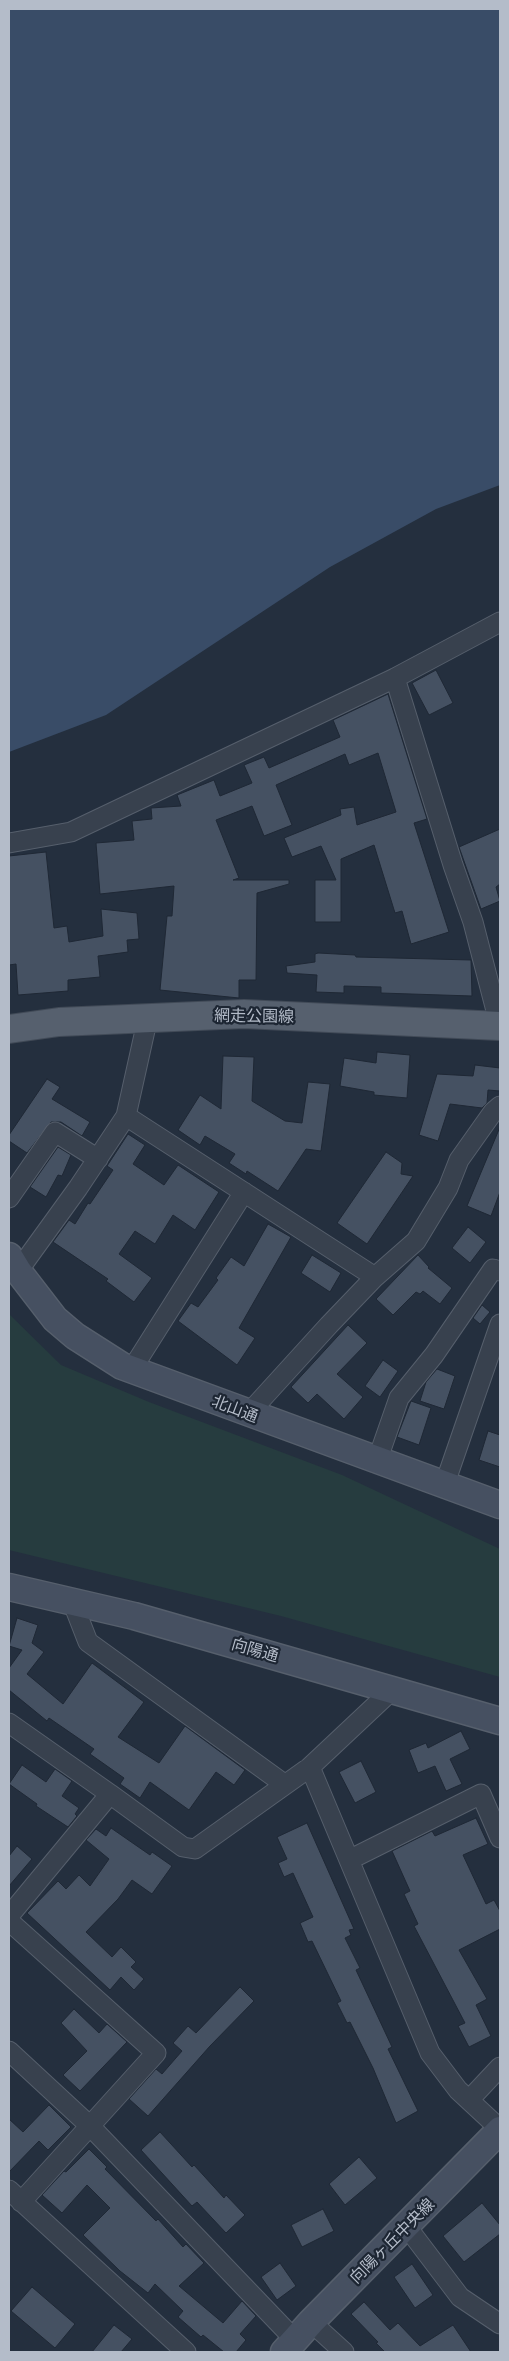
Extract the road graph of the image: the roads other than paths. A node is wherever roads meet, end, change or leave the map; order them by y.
1 (500, 622) edge
2 (395, 678) junction
3 (9, 843) edge
4 (148, 1017) junction
5 (500, 1026) edge
6 (9, 1029) edge
7 (500, 1106) edge
8 (126, 1116) junction
9 (98, 1158) junction
10 (244, 1192) junction
11 (9, 1198) edge
12 (13, 1263) edge
13 (500, 1270) edge
14 (376, 1278) junction
15 (500, 1324) edge
16 (132, 1370) junction
17 (248, 1414) junction
18 (377, 1462) junction
19 (444, 1486) junction
20 (500, 1505) edge
21 (9, 1587) edge
22 (72, 1601) junction
23 (392, 1690) junction
24 (500, 1721) edge
25 (9, 1723) edge
26 (310, 1767) junction
27 (284, 1784) junction
28 (110, 1794) junction
29 (500, 1838) edge
30 (349, 1860) junction
31 (9, 1916) edge
32 (9, 1921) edge
33 (9, 2051) edge
34 (500, 2067) edge
35 (468, 2100) junction
36 (90, 2126) junction
37 (500, 2130) edge
38 (15, 2196) edge
39 (407, 2227) junction
40 (500, 2324) edge
41 (297, 2338) edge
42 (186, 2352) edge
43 (344, 2352) edge

1 - 2 street
2 - 3 street
2 - 5 street
4 - 5 main road, 網走公園線
4 - 6 main road, 網走公園線
4 - 8 street
7 - 14 street
8 - 9 street
8 - 10 street
9 - 11 street
9 - 12 street
10 - 14 street
10 - 16 street
12 - 16 street, 北山通
13 - 18 street
14 - 17 street
15 - 19 street
16 - 17 street, 北山通
17 - 18 street, 北山通
18 - 19 street, 北山通
19 - 20 street, 北山通
21 - 22 street, 向陽通
22 - 23 street, 向陽通
22 - 27 street
23 - 24 street, 向陽通
23 - 26 street
25 - 28 street
26 - 27 street
26 - 30 street
27 - 28 street
28 - 31 street
29 - 30 street
30 - 35 street
32 - 36 street
33 - 36 street
34 - 35 street
35 - 37 street
36 - 38 street
36 - 41 street
37 - 39 street, 向陽ヶ丘中央線
38 - 42 street
39 - 40 street
39 - 41 street, 向陽ヶ丘中央線
41 - 43 street

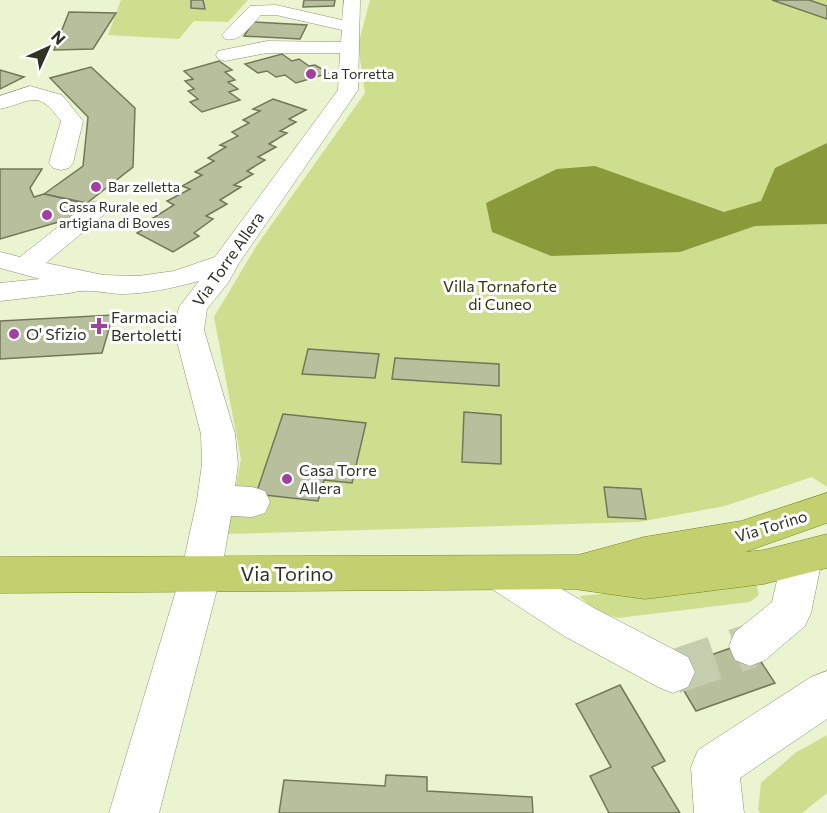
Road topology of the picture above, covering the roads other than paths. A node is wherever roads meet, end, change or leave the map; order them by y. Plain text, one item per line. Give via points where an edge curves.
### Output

--------------------------------------------------

- Task item: Print all of the data exactly, and do not carry over any pictures.

- Expected answer:
Extract the road graph of the image: the roads other than paths. A node is wherever roads meet, end, change or leave the map; order them by y.
1 (500, 622) edge
2 (395, 678) junction
3 (9, 843) edge
4 (148, 1017) junction
5 (500, 1026) edge
6 (9, 1029) edge
7 (500, 1106) edge
8 (126, 1116) junction
9 (98, 1158) junction
10 (244, 1192) junction
11 (9, 1198) edge
12 (13, 1263) edge
13 (500, 1270) edge
14 (376, 1278) junction
15 (500, 1324) edge
16 (132, 1370) junction
17 (248, 1414) junction
18 (377, 1462) junction
19 (444, 1486) junction
20 (500, 1505) edge
21 (9, 1587) edge
22 (72, 1601) junction
23 (392, 1690) junction
24 (500, 1721) edge
25 (9, 1723) edge
26 (310, 1767) junction
27 (284, 1784) junction
28 (110, 1794) junction
29 (500, 1838) edge
30 (349, 1860) junction
31 (9, 1916) edge
32 (9, 1921) edge
33 (9, 2051) edge
34 (500, 2067) edge
35 (468, 2100) junction
36 (90, 2126) junction
37 (500, 2130) edge
38 (15, 2196) edge
39 (407, 2227) junction
40 (500, 2324) edge
41 (297, 2338) edge
42 (186, 2352) edge
43 (344, 2352) edge

1 - 2 street
2 - 3 street
2 - 5 street
4 - 5 main road, 網走公園線
4 - 6 main road, 網走公園線
4 - 8 street
7 - 14 street
8 - 9 street
8 - 10 street
9 - 11 street
9 - 12 street
10 - 14 street
10 - 16 street
12 - 16 street, 北山通
13 - 18 street
14 - 17 street
15 - 19 street
16 - 17 street, 北山通
17 - 18 street, 北山通
18 - 19 street, 北山通
19 - 20 street, 北山通
21 - 22 street, 向陽通
22 - 23 street, 向陽通
22 - 27 street
23 - 24 street, 向陽通
23 - 26 street
25 - 28 street
26 - 27 street
26 - 30 street
27 - 28 street
28 - 31 street
29 - 30 street
30 - 35 street
32 - 36 street
33 - 36 street
34 - 35 street
35 - 37 street
36 - 38 street
36 - 41 street
37 - 39 street, 向陽ヶ丘中央線
38 - 42 street
39 - 40 street
39 - 41 street, 向陽ヶ丘中央線
41 - 43 street

Road topology of the picture above, covering the roads other than paths. A node is wherever roads meet, end, change or leave the map; order them by y. Plain text, one item per line. Give via points where an edge curves.
### Output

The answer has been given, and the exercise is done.